The Holy Ganga
New Delhi: To rally environmentalists, scientists, lawyers, and citizens to advocate for legal personhood for the Ganga and Yamuna rivers, Matrisadan and Tarun Bharat Sangh will host a seminar titled “Ticking Time Bomb – Time for Decisive Action”, in New Delhi on August 25, 2025.
The event aims to address “how long and at what cost the environment can withstand the pressure of destruction,” focusing on illegal mining, hydropower projects, and Himalayan ecological threats.
It builds on a July 30, 2025, Uttarakhand High Court order to close 48 illegally operated stone crushers along the Ganga’s banks in Haridwar, now contested through a special leave petition (SLP) in the Supreme Court, linked to Matrisadan’s campaign to revive a 2017 High Court decision recognizing the rivers as “living human entities,” stayed by the Supreme Court on July 7, 2017.
The July 30 ruling, prompted by Matrisadan’s public interest litigation (PIL), enforces National Mission for Clean Ganga (NMCG) and Central Pollution Control Board (CPCB) directives from October 9, 2018, and December 6, 2016, respectively, to halt mining and stone-crushing within a 5-kilometre radius of the Ganga in Haridwar.
Water conservationist Dr Rajendra Singh, President of Rashtriya Jal Biradari, urged collective action, stating, “This is the time for all of us to come together and join our strengths and forces for getting legal status for our mother Ganga so that she gets the respect, devotion, and action she deserves.”
Matrisadan, based in Haridwar, claims to have campaigned for over three decades “to keep the Ganga in its natural, pure, and uninterrupted flow,” led by Swami Shivanand Saraswati, with 68 satyagrahas, 23 led by him. It asserts that “the saints here have even sacrificed their lives for the Ganga’s protection.”
The organisation describes the Ganga as “Maa Ganga,” a maternal figure central to India’s spiritual and cultural life, with Singh stating, “All of us Indians, wherever we are in the world, address Ganga as ‘Maa Ganga.’ In our ‘unwritten Constitution,’ we consider Ganga as our mother, giving her the human status of being our mother.”

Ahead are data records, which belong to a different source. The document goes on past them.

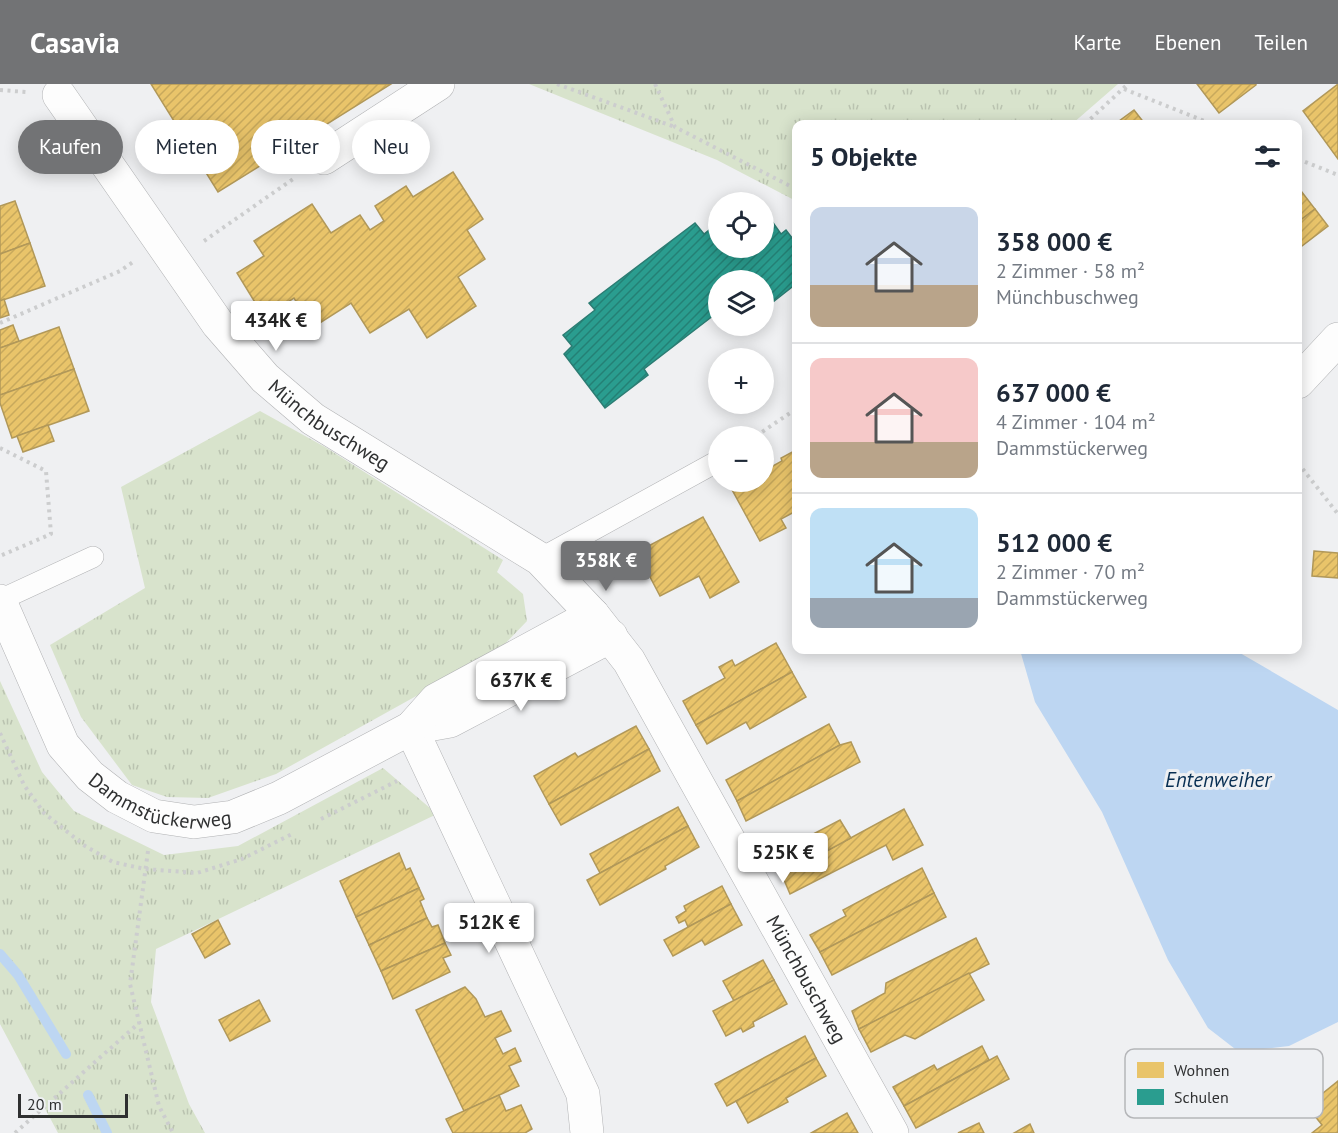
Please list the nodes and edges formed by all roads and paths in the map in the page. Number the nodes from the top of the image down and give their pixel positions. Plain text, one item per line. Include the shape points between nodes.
1 (438, 84) edge
2 (558, 84) edge
3 (655, 84) edge
4 (1128, 84) edge
5 (1124, 89) junction
6 (59, 95) dead end
7 (1089, 120) edge
8 (1202, 120) edge
9 (675, 127) junction
10 (340, 148) edge
11 (1302, 161) edge
12 (297, 174) edge
13 (1338, 175) edge
14 (792, 187) edge
15 (167, 251) junction
16 (0, 323) edge
17 (1338, 339) edge
18 (1302, 378) edge
19 (792, 412) edge
20 (771, 426) edge
21 (0, 448) edge
22 (708, 466) edge
23 (1302, 468) edge
24 (1338, 514) edge
25 (0, 556) edge
26 (93, 557) dead end
27 (540, 558) junction
28 (0, 601) edge
29 (602, 625) junction
30 (411, 728) junction
31 (0, 733) edge
32 (139, 1023) junction
33 (15, 1133) edge
34 (173, 1133) edge
35 (587, 1133) edge
36 (892, 1133) edge

1 - 10 street
2 - 9 path
3 - 9 path
4 - 5 path
5 - 7 path
5 - 8 path
6 - 15 street, Münchbuschweg
9 - 14 path
11 - 13 path
12 - 15 path
15 - 16 path
15 - 27 street, Münchbuschweg via 218,324 265,378 313,419
17 - 18 street
19 - 20 path
21 - 25 path via 46,471 51,534
22 - 27 lane
23 - 24 path
26 - 28 lane
27 - 29 street, Münchbuschweg
28 - 30 street, Dammstückerweg via 63,745 90,776 117,797 154,816 194,822 233,817 279,798
29 - 30 street, Dammstückerweg via 436,700
29 - 36 street, Münchbuschweg via 629,661
30 - 35 street via 583,1094
31 - 32 path via 24,785 44,813 85,846 113,862 145,869 130,984
32 - 33 path
32 - 34 path via 159,1107

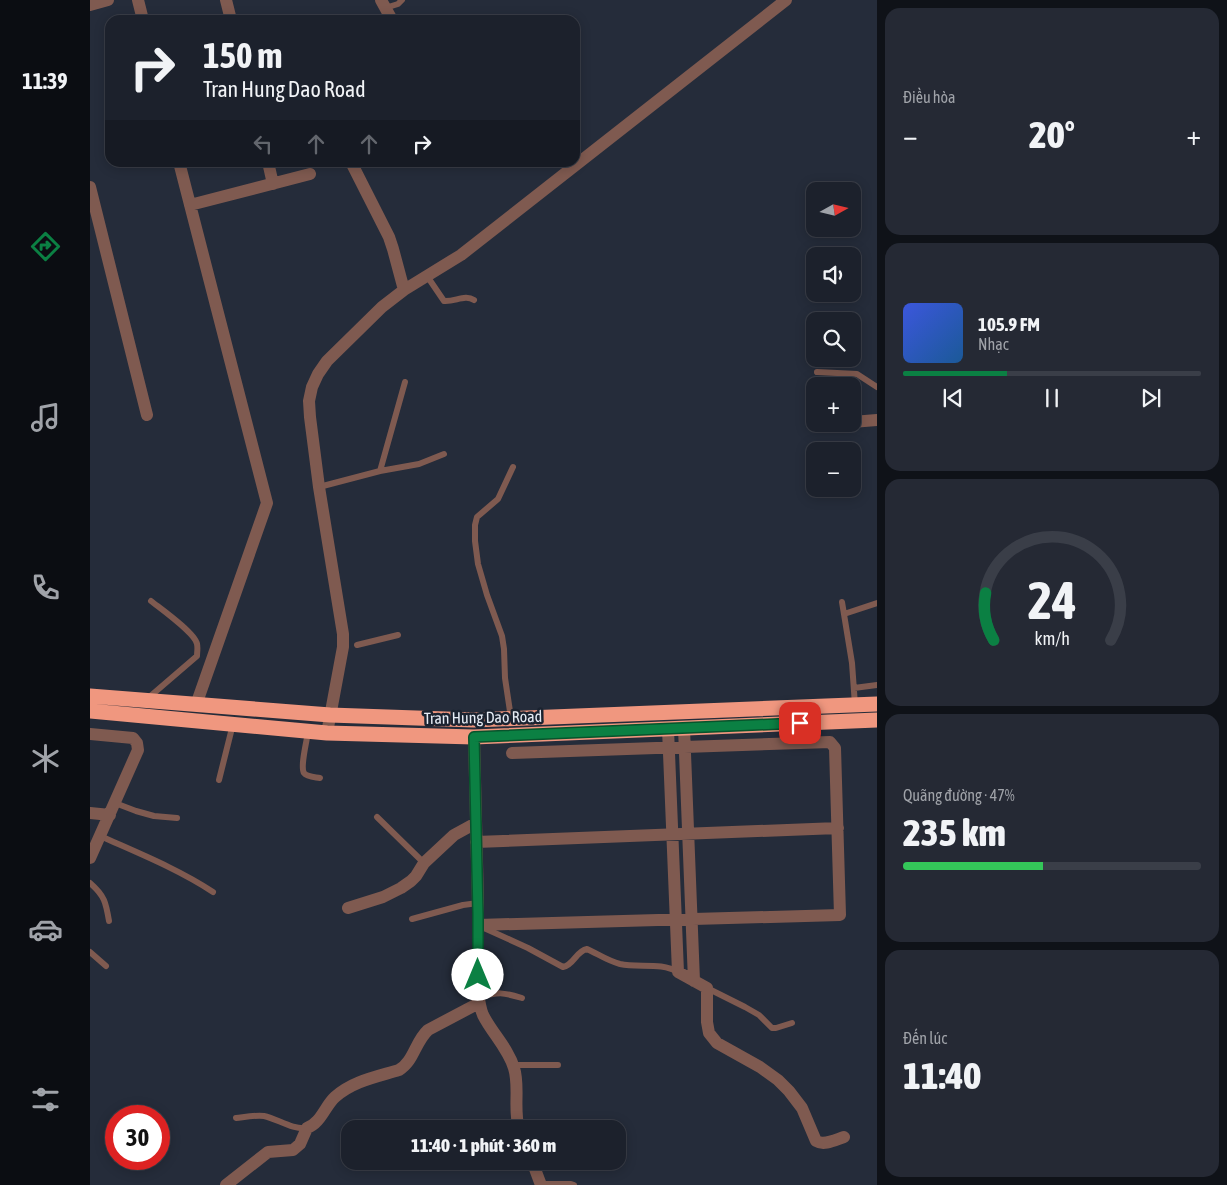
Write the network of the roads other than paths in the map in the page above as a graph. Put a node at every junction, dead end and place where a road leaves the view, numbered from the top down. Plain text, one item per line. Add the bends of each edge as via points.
1 (108, 0) edge
2 (138, 0) edge
3 (226, 0) edge
4 (402, 0) edge
5 (786, 0) edge
6 (383, 4) edge
7 (90, 5) edge
8 (142, 15) edge
9 (230, 15) edge
10 (389, 15) edge
11 (580, 161) edge
12 (180, 167) edge
13 (269, 167) edge
14 (354, 167) edge
15 (573, 167) edge
16 (310, 174) dead end
17 (273, 184) junction
18 (90, 187) edge
19 (190, 205) junction
20 (427, 276) junction
21 (404, 290) junction
22 (474, 300) dead end
23 (817, 372) dead end
24 (405, 382) dead end
25 (877, 387) edge
26 (147, 415) dead end
27 (877, 420) edge
28 (861, 421) edge
29 (444, 454) dead end
30 (513, 467) dead end
31 (380, 471) junction
32 (319, 487) junction
33 (151, 601) dead end
34 (842, 602) dead end
35 (877, 603) edge
36 (844, 614) junction
37 (398, 635) dead end
38 (350, 646) junction
39 (877, 685) edge
40 (854, 688) junction
41 (90, 696) edge
42 (145, 701) junction
43 (877, 704) edge
44 (196, 705) junction
45 (855, 705) junction
46 (90, 711) edge
47 (330, 715) junction
48 (511, 719) junction
49 (877, 720) edge
50 (233, 724) junction
51 (684, 728) junction
52 (668, 729) junction
53 (308, 731) junction
54 (327, 733) junction
55 (90, 734) edge
56 (474, 737) junction
57 (669, 748) junction
58 (685, 748) junction
59 (512, 753) dead end
60 (320, 778) dead end
61 (219, 780) dead end
62 (112, 809) junction
63 (90, 813) edge
64 (377, 817) dead end
65 (177, 818) dead end
66 (476, 822) junction
67 (838, 828) junction
68 (689, 834) junction
69 (672, 835) junction
70 (100, 836) junction
71 (476, 842) junction
72 (90, 858) edge
73 (424, 863) junction
74 (90, 883) edge
75 (213, 892) dead end
76 (478, 903) junction
77 (348, 908) dead end
78 (412, 919) dead end
79 (692, 919) junction
80 (676, 920) junction
81 (110, 921) dead end
82 (478, 925) junction
83 (90, 952) edge
84 (106, 966) dead end
85 (678, 972) junction
86 (694, 981) junction
87 (707, 988) junction
88 (522, 998) dead end
89 (479, 1000) junction
90 (792, 1023) dead end
91 (513, 1065) junction
92 (558, 1065) dead end
93 (236, 1118) dead end
94 (518, 1120) edge
95 (307, 1128) junction
96 (844, 1137) dead end
97 (536, 1170) edge
98 (541, 1184) edge
99 (226, 1185) edge
100 (574, 1185) edge

1 - 7 street
2 - 8 street
3 - 9 street
4 - 6 lane via 398,4
5 - 11 street
6 - 10 street
12 - 19 street
13 - 17 street
14 - 21 street via 389,237
15 - 20 street via 460,255
16 - 17 street
17 - 19 street
18 - 26 street
19 - 44 street via 267,503
20 - 21 street
20 - 22 lane via 444,301 465,297
21 - 32 street via 327,361 312,387 310,417
23 - 25 lane via 857,374
24 - 31 lane
27 - 28 street
29 - 31 lane via 419,464
30 - 48 lane via 498,499 477,517 475,525 478,564 502,636
31 - 32 lane
32 - 38 street via 343,634
33 - 42 lane via 193,637 198,651 197,656
34 - 36 lane
35 - 36 lane
36 - 40 lane
37 - 38 lane
38 - 47 street
39 - 40 lane
40 - 45 lane
41 - 42 highway, Tran Hung Dao Road
42 - 44 highway, Tran Hung Dao Road
43 - 45 highway, Tran Hung Dao Road
44 - 47 highway, Tran Hung Dao Road
45 - 48 highway, Tran Hung Dao Road
46 - 50 highway, Tran Hung Dao Road
47 - 48 highway, Tran Hung Dao Road
47 - 54 street
49 - 51 highway, Tran Hung Dao Road
50 - 53 highway, Tran Hung Dao Road
50 - 61 lane
51 - 52 highway, Tran Hung Dao Road
51 - 58 street
52 - 56 highway, Tran Hung Dao Road
52 - 57 street
53 - 54 highway, Tran Hung Dao Road
53 - 60 lane via 303,772
54 - 56 highway, Tran Hung Dao Road
55 - 62 street via 133,738 137,743 138,750
56 - 66 street
57 - 58 street
57 - 59 street
57 - 69 street
58 - 67 street via 830,742 835,748
58 - 68 street
62 - 63 street
62 - 65 lane
62 - 70 street
64 - 73 lane
66 - 71 street
66 - 73 street via 454,835
67 - 68 street
67 - 79 street via 840,915
68 - 69 street
68 - 79 street
69 - 71 street
69 - 80 street
70 - 72 street
70 - 75 lane
71 - 76 street
73 - 77 street via 416,876 401,888
74 - 81 lane via 104,899
76 - 78 lane
76 - 82 street
79 - 80 street
79 - 86 street
80 - 82 street
80 - 85 street
82 - 85 lane via 563,967 570,966 582,950 587,949 620,964 658,966
82 - 89 street
83 - 84 lane
85 - 86 street
86 - 87 street
87 - 90 lane via 759,1015 772,1028
87 - 96 street via 709,1033 717,1043 778,1080 802,1108 816,1141 825,1143
88 - 89 lane via 497,993
89 - 91 street via 482,1014
89 - 95 street via 428,1030 405,1066 350,1086
91 - 92 lane
91 - 94 street
93 - 95 lane via 265,1116
95 - 99 street via 300,1144 293,1150 268,1152
97 - 98 street
98 - 100 lane

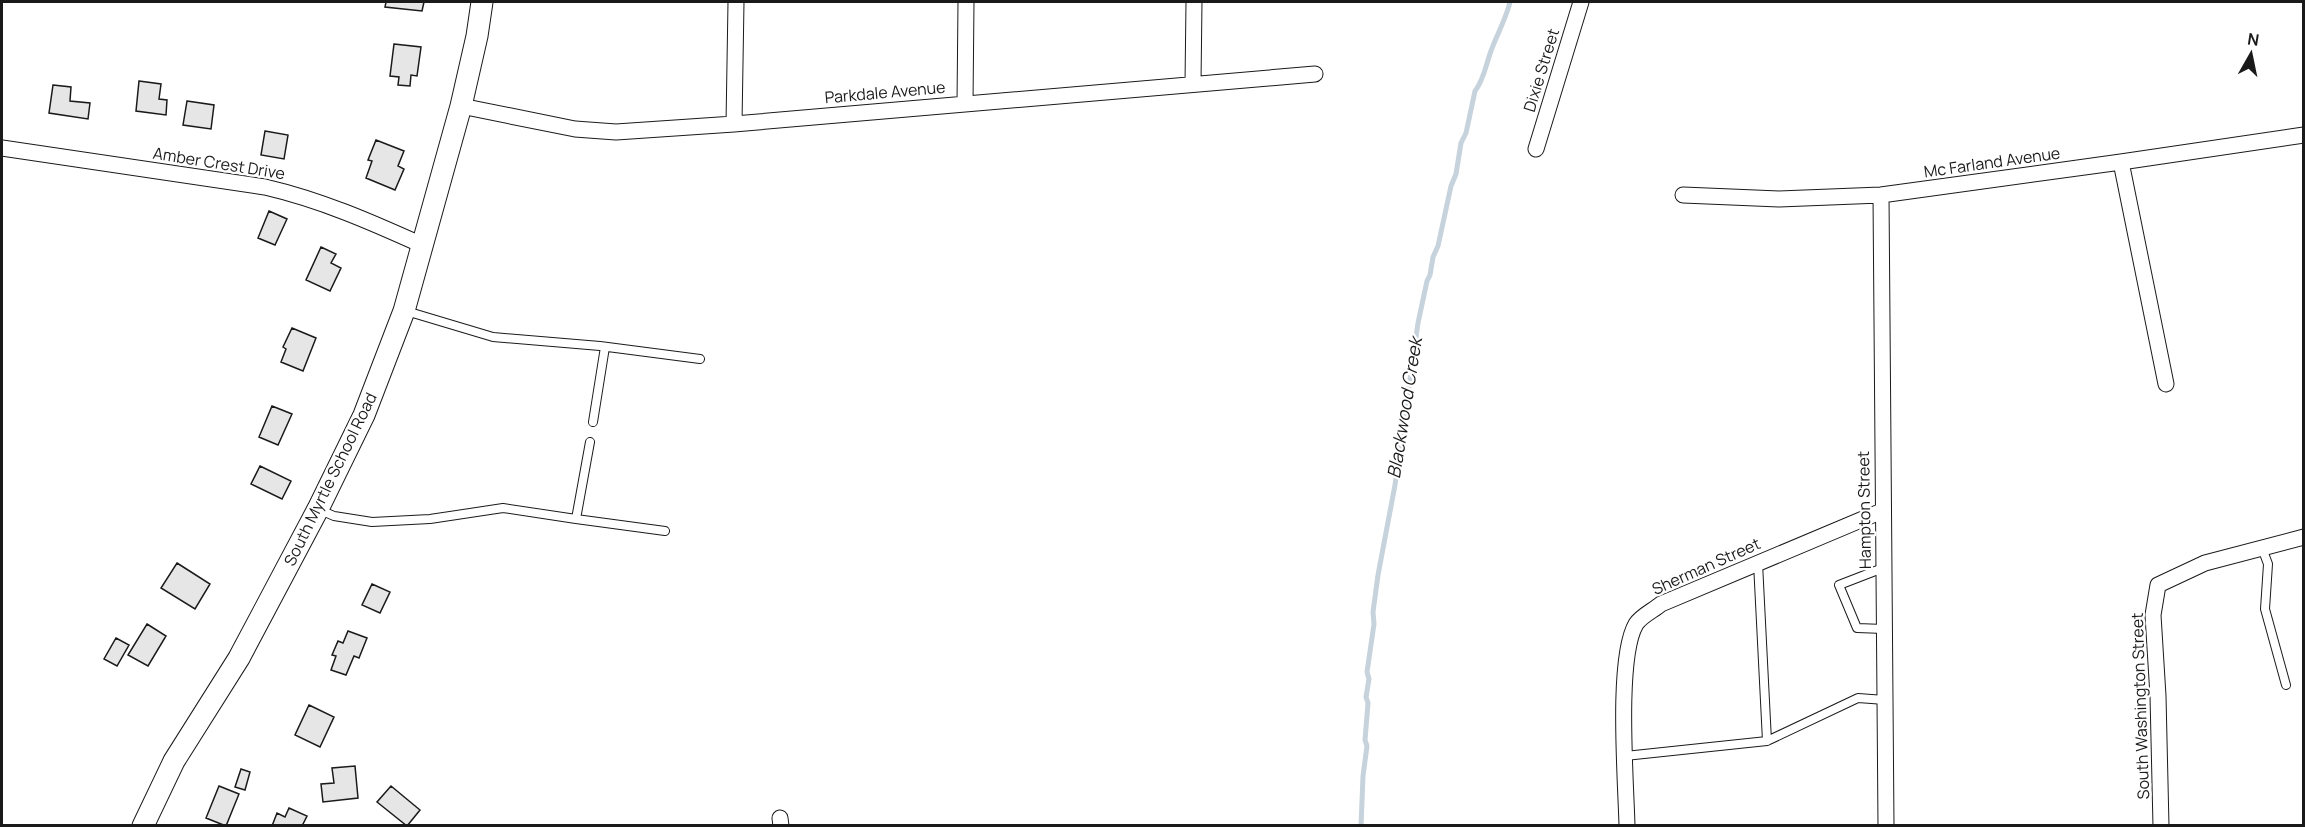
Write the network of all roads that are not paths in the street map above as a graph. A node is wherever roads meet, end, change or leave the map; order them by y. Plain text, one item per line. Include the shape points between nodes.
1 (482, 2) edge
2 (736, 2) edge
3 (966, 2) edge
4 (1194, 2) edge
5 (1581, 2) edge
6 (1315, 74) dead end
7 (1193, 83) junction
8 (965, 103) junction
9 (461, 106) junction
10 (734, 124) junction
11 (2304, 135) edge
12 (2, 148) edge
13 (1536, 149) dead end
14 (2121, 162) junction
15 (1683, 195) dead end
16 (1881, 195) junction
17 (422, 245) junction
18 (404, 311) junction
19 (605, 347) junction
20 (700, 359) dead end
21 (2166, 384) dead end
22 (593, 422) dead end
23 (590, 442) dead end
24 (318, 509) junction
25 (1882, 511) junction
26 (576, 519) junction
27 (665, 531) dead end
28 (2304, 537) edge
29 (2262, 548) junction
30 (1758, 562) junction
31 (1883, 568) junction
32 (1884, 629) junction
33 (2286, 685) dead end
34 (1884, 700) junction
35 (1767, 741) junction
36 (1625, 756) junction
37 (143, 825) edge
38 (1627, 825) edge
39 (1886, 825) edge
40 (2161, 825) edge

1 - 9 main road, South Myrtle School Road
2 - 10 street
3 - 8 street
4 - 7 street
5 - 13 street, Dixie Street
6 - 7 street, Parkdale Avenue
7 - 8 street, Parkdale Avenue
8 - 10 street, Parkdale Avenue
9 - 10 street, Parkdale Avenue via 575,129 616,132
9 - 17 main road, South Myrtle School Road
11 - 14 street, Mc Farland Avenue
12 - 17 street, Amber Crest Drive via 265,187 353,214
14 - 16 street, Mc Farland Avenue
14 - 21 street
15 - 16 street, Mc Farland Avenue via 1779,199
16 - 25 street, Hampton Street
17 - 18 main road, South Myrtle School Road
18 - 19 lane via 493,337
18 - 24 main road, South Myrtle School Road via 364,415
19 - 20 lane
19 - 22 lane
23 - 26 lane
24 - 26 lane via 334,516 372,522 430,519 503,508
24 - 37 main road, South Myrtle School Road via 239,658 174,761
25 - 30 street, Sherman Street
25 - 31 street, Hampton Street
26 - 27 lane
28 - 29 street
29 - 33 lane via 2268,564 2265,609
29 - 40 street, South Washington Street via 2205,563 2158,585 2153,615
30 - 35 lane
30 - 36 street, Sherman Street via 1661,604 1637,623 1626,669
31 - 32 street, Hampton Street
31 - 32 lane via 1839,585 1857,628
32 - 34 street, Hampton Street
34 - 35 lane via 1858,698
34 - 39 street, Hampton Street
35 - 36 lane
36 - 38 street, Sherman Street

Matrisadan claims modern influences have led to ecological harm, necessitating legal protection. It alleges “collusion between the administration and mining mafia” caused persistent violations. It points out that the 2017 High Court ruling, under Justice Rajiv Sharma, declared the Ganga and Yamuna “living human entities,” appointing the Director of the Namami Gange project, Uttarakhand Chief Secretary, and Advocate General as “legal parents.” The Uttarakhand government challenged this, citing multi-state accountability issues, leading to the Supreme Court stay.
The current PIL connects to the 2017 case and another banning floodplain mining, with the SLP offering a chance to revisit legal personhood, inspired by New Zealand’s Whanganui River, which gained legal status in 2017 after a 170-year Māori struggle.
Matrisadan’s efforts have faced significant challenges, though. In 2018, Swami Gyan Swarup Sanand (formerly Prof. G.D. Agrawal), Matrisadan’s vice-president, died on October 11 during a 111-day hunger strike after being removed from Matrisadan on October 10. Matrisadan claims “this order was never allowed to reach Swami Sanand,” alleging the NMCG’s 2018 order was withheld.
In November 2021, the Haridwar District Magistrate authorised mechanised mining, prompting Swami Shivanand’s satyagraha from January 24 to February 16, 2022, which ended due to unfulfilled NMCG assurances. On March 16, 2022, the High Court stayed mining, but enforcement lagged. Matrisadan raised “serious objections to the hearing process,” leading two Chief Justices to recuse themselves, with a special bench formed on April 14, 2024. The court noted violations of 2017 and 2018 orders, referencing a 2017 contempt petition and a state notification claiming crusher closures, later reversed due to an “invalid legal opinion.”
Matrisadan warns that “humanity is passing through an unprecedented crisis” and that protecting these rivers is “a question of the survival of all life.” The seminar aims to build a coalition for the Supreme Court case, potentially setting a precedent for environmental governance in India.